第5章 真名とは
兎を狩ってその肉を頂き、温かさに埋まろうと、玄の尻尾に抱きつく。ピクッと動いた尻尾は離れることはなく、大人しく私に抱かれている。毛並みを撫でる度に、玄の身体が跳ねていた。
「玄……尻尾、気持ち良いの?」
「五月蝿い。其方だからな……」
尻尾を撫でていた手を取られ、前に回されると硬い何かに触れる。振り向いた玄に口付けられた。応えるように身体を起こし、自ら押し付けにいく。玄と触れ合うのは、心の臓が暴れて仕方ないのに、心地良い。

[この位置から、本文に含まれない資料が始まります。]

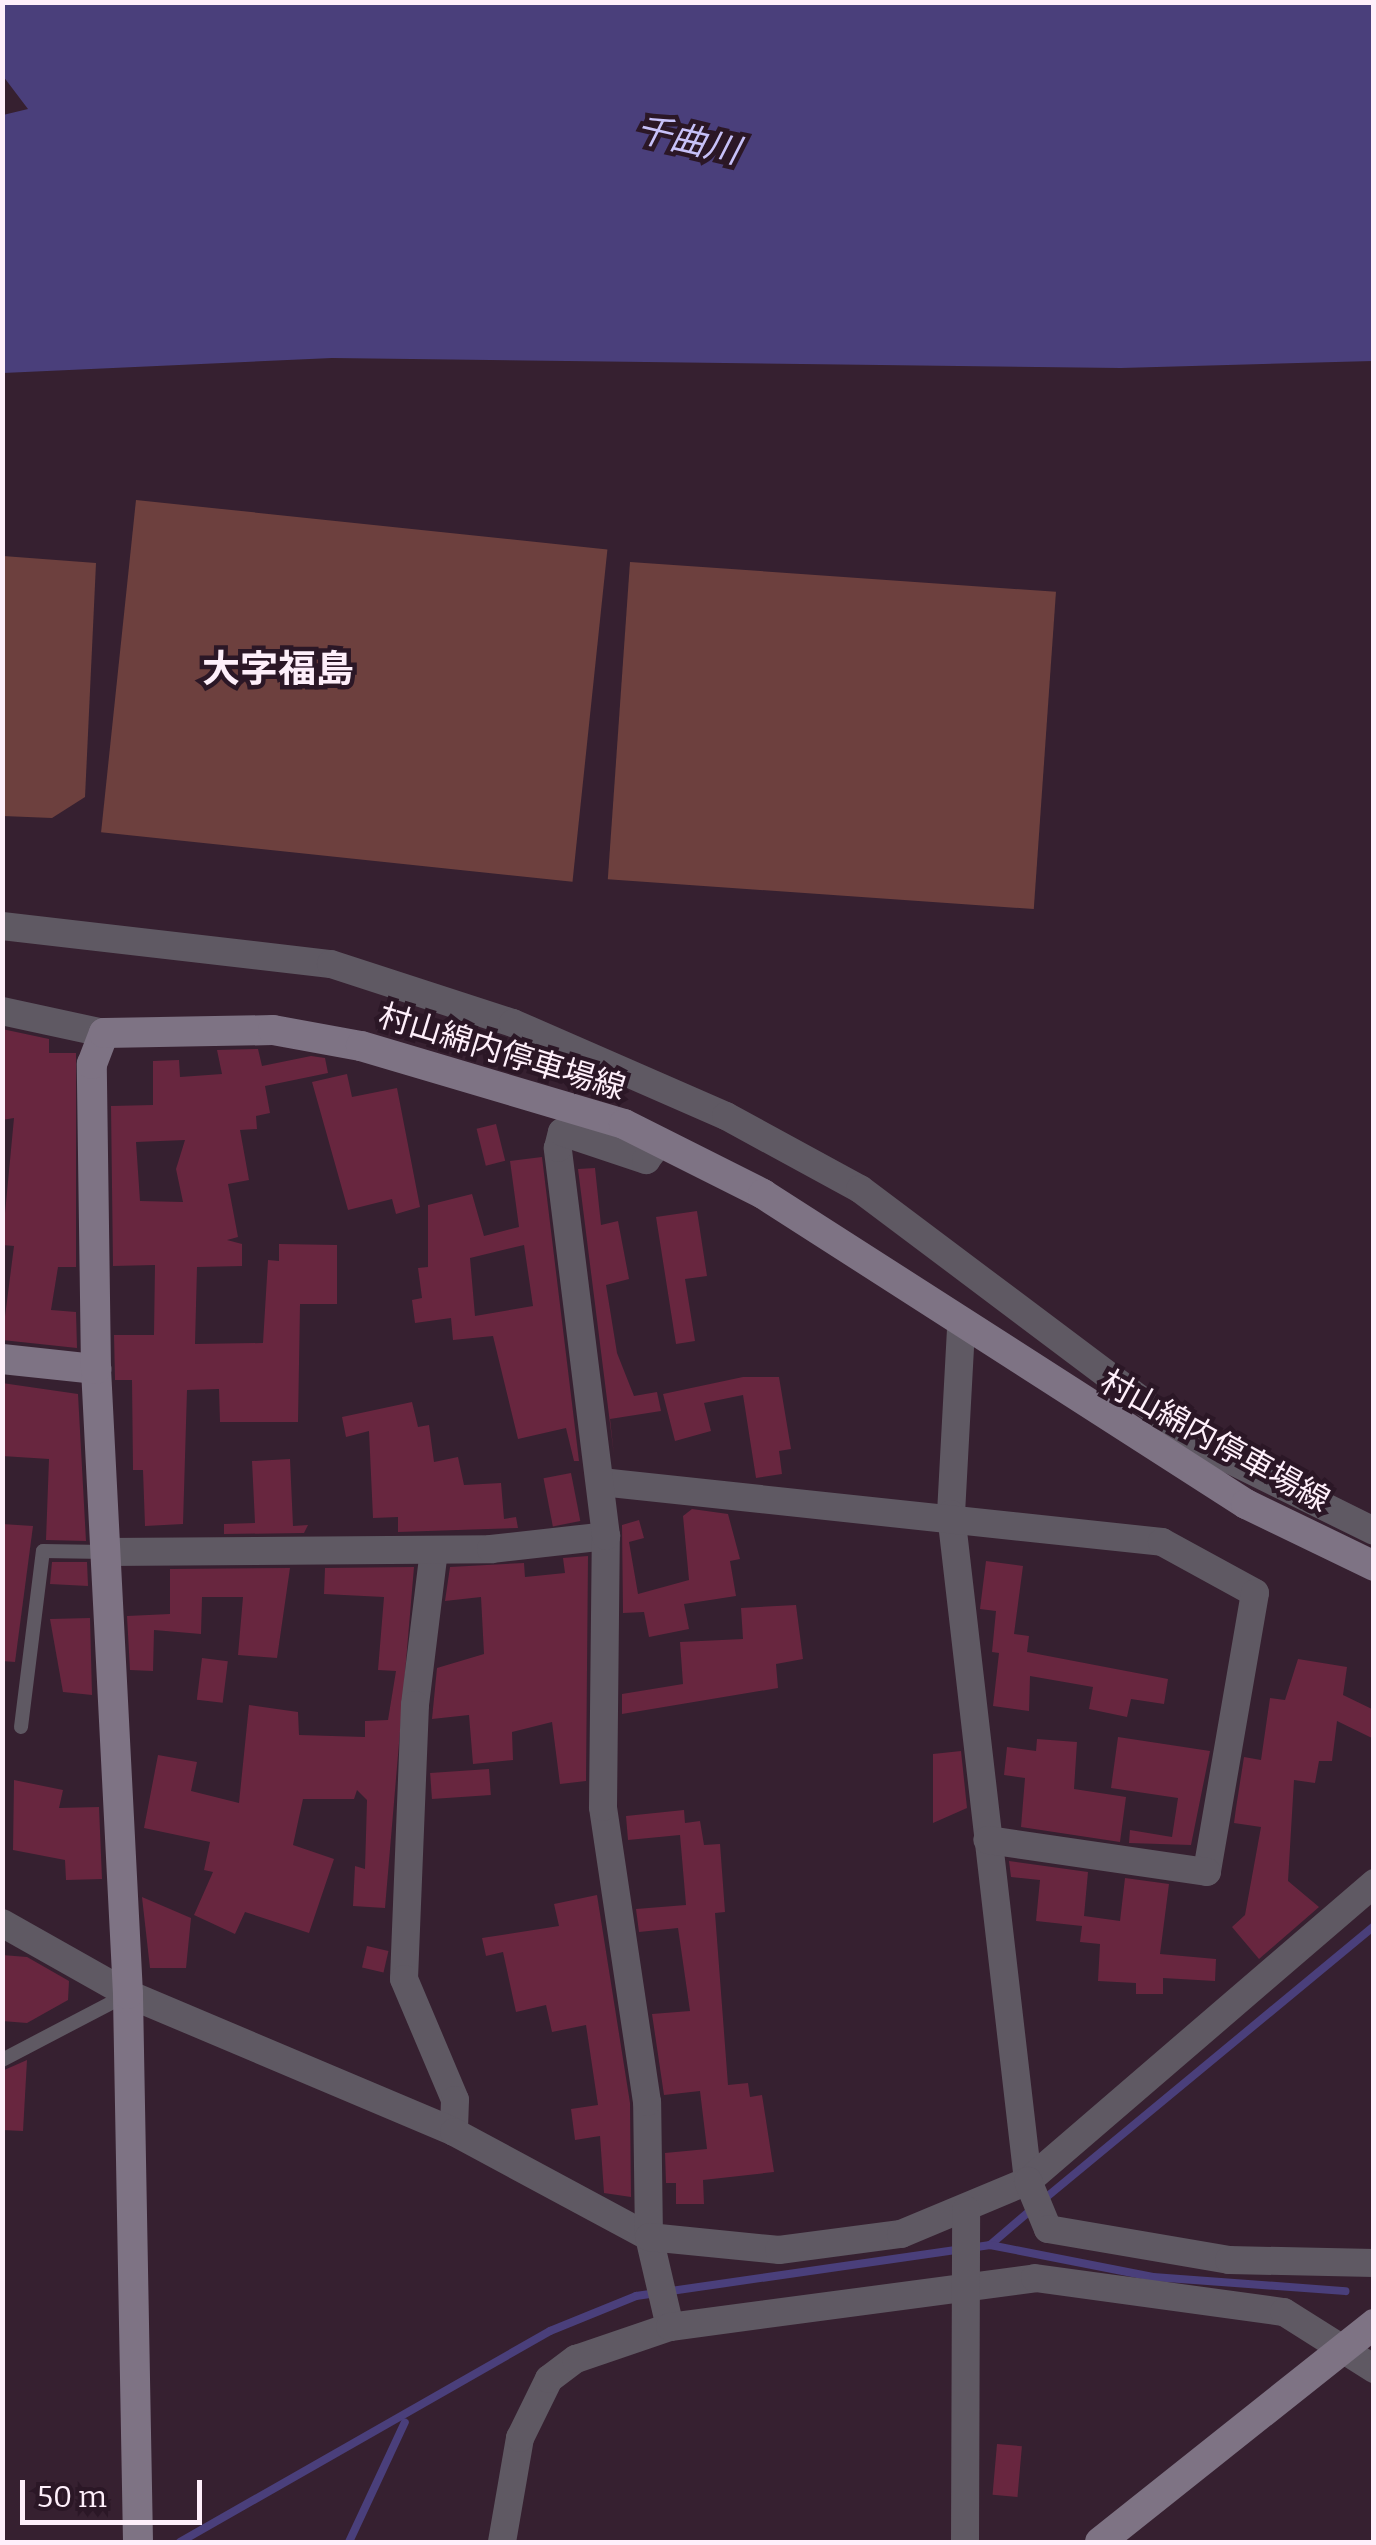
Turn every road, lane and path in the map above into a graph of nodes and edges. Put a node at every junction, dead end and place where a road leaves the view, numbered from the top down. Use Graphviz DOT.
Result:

「其方は今、神子であった母上に近付いておる。梓よ、神子になる覚悟はあるか」
「巫女?一応、巫女ではあったけど……」
離れた唇に名残惜しさを感じながら玄を見つめると、溜め息を吐き眉を下げて笑う。
「"神子"だ。神の子と書いて"神子"。巫の女よりも力を持つ者だ」
神子……母様は巫女ではなかったんだ。まだ神子がどんな力を持っているのかわからず、聞きながら玄の男根を握った。吐息を漏らし、身体を震わせた玄が愛おしい。
神子になれば、神託を伝えることが出来るらしく、今よりももっと力を付けることが出来る。治癒能力や魔を祓う力も倍増する。だから玄は、現世にその身を持たなかった神で在る時でも、母様と会話を出来ていたんだろう。
「其方が望むのであれば、真名を教えよう。……出来るのなら我は、真名を呼びたくはない。縛りたくはないのだ」
「……玄になら、縛られてもいいよ」
手を上下に動かしながら、白い頬に口付ける。消さなければいけない想いが、どんどん大きくなっていく。神よ、罪深い私をお許しください。貴方を愛してしまった私を。